Approving — the refactor is well-motivated and well-documented.
Summary: The inline shape mirrors the established dynamo-platform precedent, the PR description traces the engine constraint (mixinComponentRefSafeForMerge identity-field guard) precisely, and the end-to-end evidence on aicr-eidosx (sinfo + 16 unique H100 UUIDs across both slurmd pods) is concrete. Nice catch on adding slinky-slurm to the docs/user/api-reference.md bundler table — that was a pre-existing gap from when it was opt-in via the deleted cluster mixin.

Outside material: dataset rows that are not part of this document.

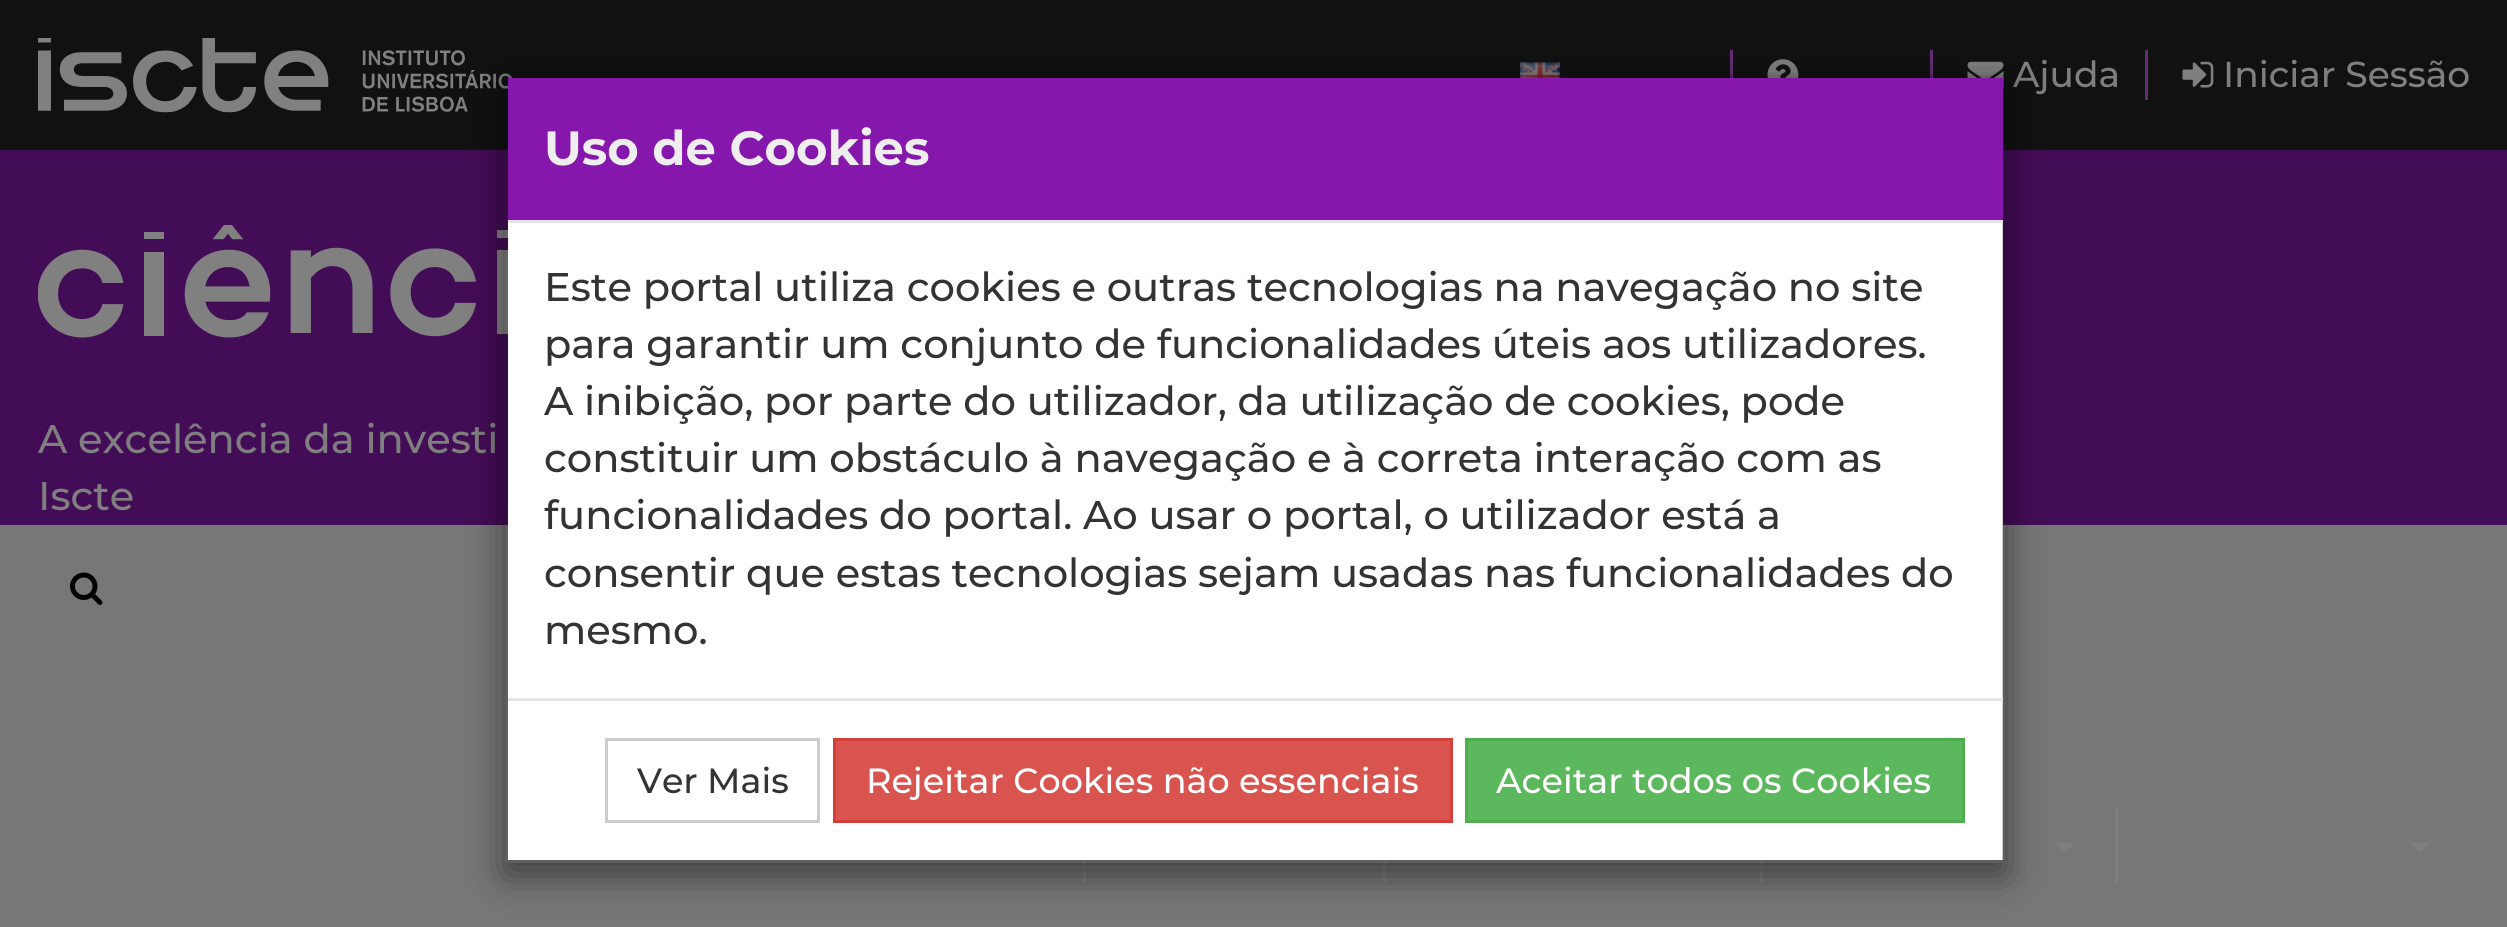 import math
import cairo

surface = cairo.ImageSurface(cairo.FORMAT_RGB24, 2507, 927)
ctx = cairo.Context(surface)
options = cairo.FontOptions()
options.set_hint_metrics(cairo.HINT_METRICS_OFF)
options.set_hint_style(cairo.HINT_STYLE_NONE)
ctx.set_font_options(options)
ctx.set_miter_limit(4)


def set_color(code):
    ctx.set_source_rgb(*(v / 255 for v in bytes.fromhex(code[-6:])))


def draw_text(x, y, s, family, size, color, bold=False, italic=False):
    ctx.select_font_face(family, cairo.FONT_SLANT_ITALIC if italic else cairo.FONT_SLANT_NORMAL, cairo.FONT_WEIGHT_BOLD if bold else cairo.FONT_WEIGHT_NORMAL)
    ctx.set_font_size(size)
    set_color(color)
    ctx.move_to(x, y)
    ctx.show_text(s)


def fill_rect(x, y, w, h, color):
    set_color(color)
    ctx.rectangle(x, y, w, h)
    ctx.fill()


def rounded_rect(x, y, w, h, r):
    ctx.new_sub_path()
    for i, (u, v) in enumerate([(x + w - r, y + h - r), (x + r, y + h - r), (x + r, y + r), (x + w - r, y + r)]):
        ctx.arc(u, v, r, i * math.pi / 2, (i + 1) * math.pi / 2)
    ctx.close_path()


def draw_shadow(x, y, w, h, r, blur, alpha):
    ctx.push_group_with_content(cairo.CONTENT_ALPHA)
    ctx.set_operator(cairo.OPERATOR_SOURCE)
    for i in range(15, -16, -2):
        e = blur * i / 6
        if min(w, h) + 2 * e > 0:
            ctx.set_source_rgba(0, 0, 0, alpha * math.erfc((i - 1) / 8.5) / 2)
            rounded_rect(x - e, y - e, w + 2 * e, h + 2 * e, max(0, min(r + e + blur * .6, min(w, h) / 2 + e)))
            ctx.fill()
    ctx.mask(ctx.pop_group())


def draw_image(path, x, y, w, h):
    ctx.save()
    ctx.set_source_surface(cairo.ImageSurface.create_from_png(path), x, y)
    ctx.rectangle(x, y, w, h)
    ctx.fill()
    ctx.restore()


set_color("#111111")
ctx.paint()
draw_image("assets/img1.png", 38, 38, 474, 75)
fill_rect(1730, 50, 3, 28, "#622d75")
draw_image("assets/img2.png", 1520, 62, 40, 16)
fill_rect(1930, 50, 3, 28, "#622d75")
draw_image("assets/img3.png", 1767, 59, 32, 19)
fill_rect(2145, 50, 3, 50, "#622d75")
draw_image("assets/img4.png", 1967, 61, 37, 28)
draw_text(2013, 87, "Ajuda", "Montserrat Medium", 36, "#7f7f7f")
draw_image("assets/img5.png", 2182, 61, 32, 27)
draw_text(2223, 87, "Iniciar Sessão", "Montserrat Medium", 36, "#7f7f7f")
fill_rect(0, 150, 2507, 375, "#430c56")
draw_image("assets/img6.png", 38, 225, 470, 113)
draw_text(38, 453, "A excelência da investi", "Montserrat Medium", 40, "#7f7f7f")
draw_text(38, 510, "Iscte", "Montserrat Medium", 40, "#7f7f7f")
fill_rect(0, 525, 2507, 402, "#777777")
fill_rect(2115, 808, 3, 75, "#7f7f7f")
ctx.new_path()
ctx.move_to(2055, 842.5)
ctx.line_to(2075, 842.5)
ctx.line_to(2065, 852.5)
ctx.close_path()
ctx.fill()
ctx.new_path()
ctx.move_to(2410, 842.5)
ctx.line_to(2430, 842.5)
ctx.line_to(2420, 852.5)
ctx.close_path()
ctx.fill()
fill_rect(1083, 860, 3, 23, "#7f7f7f")
fill_rect(1383, 860, 3, 23, "#7f7f7f")
fill_rect(1760, 860, 3, 23, "#7f7f7f")
draw_image("assets/img7.png", 70, 572, 33, 33)
ctx.save()
ctx.set_fill_rule(cairo.FILL_RULE_EVEN_ODD)
ctx.new_path()
ctx.move_to(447, 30)
ctx.line_to(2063, 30)
ctx.line_to(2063, 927)
ctx.line_to(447, 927)
ctx.close_path()
ctx.move_to(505, 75)
ctx.line_to(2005, 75)
ctx.line_to(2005, 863)
ctx.line_to(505, 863)
ctx.close_path()
ctx.clip()
set_color("#000000")
draw_shadow(505, 88, 1500, 787, 0, 19, 0.5)
ctx.restore()
fill_rect(508, 223, 1495, 637, "#ffffff")
ctx.rectangle(506.5, 76.5, 1497, 785)
ctx.set_source_rgba(0, 0, 0, 0.2)
ctx.set_line_width(3)
ctx.stroke()
fill_rect(508, 78, 1495, 142, "#8517ac")
fill_rect(508, 220, 1495, 3, "#e5e5e5")
draw_text(544, 165, "Uso de Cookies", "Montserrat", 48, "#eeeeee", bold=True)
draw_text(544, 301, "Este portal utiliza cookies e outras tecnologias na navegação no site", "Montserrat Medium", 40, "#333333")
draw_text(544, 358, "para garantir um conjunto de funcionalidades úteis aos utilizadores.", "Montserrat Medium", 40, "#333333")
draw_text(544, 415, "A inibição, por parte do utilizador, da utilização de cookies, pode", "Montserrat Medium", 40, "#333333")
draw_text(544, 472, "constituir um obstáculo à navegação e à correta interação com as", "Montserrat Medium", 40, "#333333")
draw_text(544, 529, "funcionalidades do portal. Ao usar o portal, o utilizador está a", "Montserrat Medium", 40, "#333333")
draw_text(544, 587, "consentir que estas tecnologias sejam usadas nas funcionalidades do", "Montserrat Medium", 40, "#333333")
draw_text(544, 644, "mesmo.", "Montserrat Medium", 40, "#333333")
fill_rect(508, 698, 1495, 3, "#e5e5e5")
ctx.rectangle(606.5, 739.5, 212, 82)
set_color("#cccccc")
ctx.stroke()
draw_text(637, 793, "Ver Mais", "Montserrat Medium", 35, "#333333")
set_color("#d9534f")
ctx.rectangle(834.5, 739.5, 617, 82)
ctx.fill_preserve()
set_color("#d43f3a")
ctx.stroke()
draw_text(866, 793, "Rejeitar Cookies não essenciais", "Montserrat Medium", 35, "#ffffff")
set_color("#5cb85c")
ctx.rectangle(1466.5, 739.5, 497, 82)
ctx.fill_preserve()
set_color("#4cae4c")
ctx.stroke()
draw_text(1496, 793, "Aceitar todos os Cookies", "Montserrat Medium", 35, "#ffffff")
surface.write_to_png("output.png")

Verified locally at HEAD e51b4b16:
TestDeploymentOrderGuardspasses all 12 cases including the newh100-gke-cos-training-slurm.go test ./pkg/recipe/... -shortgreen.- All function references in the PR (
mergeMixins,mixinComponentRefSafeForMerge,ApplyRegistryDefaults) exist at the cited locations. - No orphaned consumers of the deleted mixins outside of stale planning docs in
docs/superpowers/.
One consistency question on the EKS vs GKE NCCL validation handling (inline), plus a non-blocking suggestion about extending TestNFDTopologyUpdater_OverlayCoverage to cover slurm leaves (pre-existing gap, not introduced by this PR).
The GKE slurm leaf already overrides validation.performance.checks to [] with the rationale that on a Slinky-managed cluster the K8s-native nccl-all-reduce-bw measures the wrong path — it launches a Pod past slurmd, so the bandwidth number reflects raw cluster networking, not what an `srun nccl-tests/all_reduce_perf` would see going through slurmd + the configured fabric (TCPXO on GKE, EFA on EKS). The argument generalizes to any Slinky cluster, so apply the same override on the EKS slurm leaf. Tighten the prose on both files: the old comment said "Conformance checks are inherited unchanged" but deployment checks are also inherited; replace with "Deployment and conformance checks are inherited unchanged" for precision.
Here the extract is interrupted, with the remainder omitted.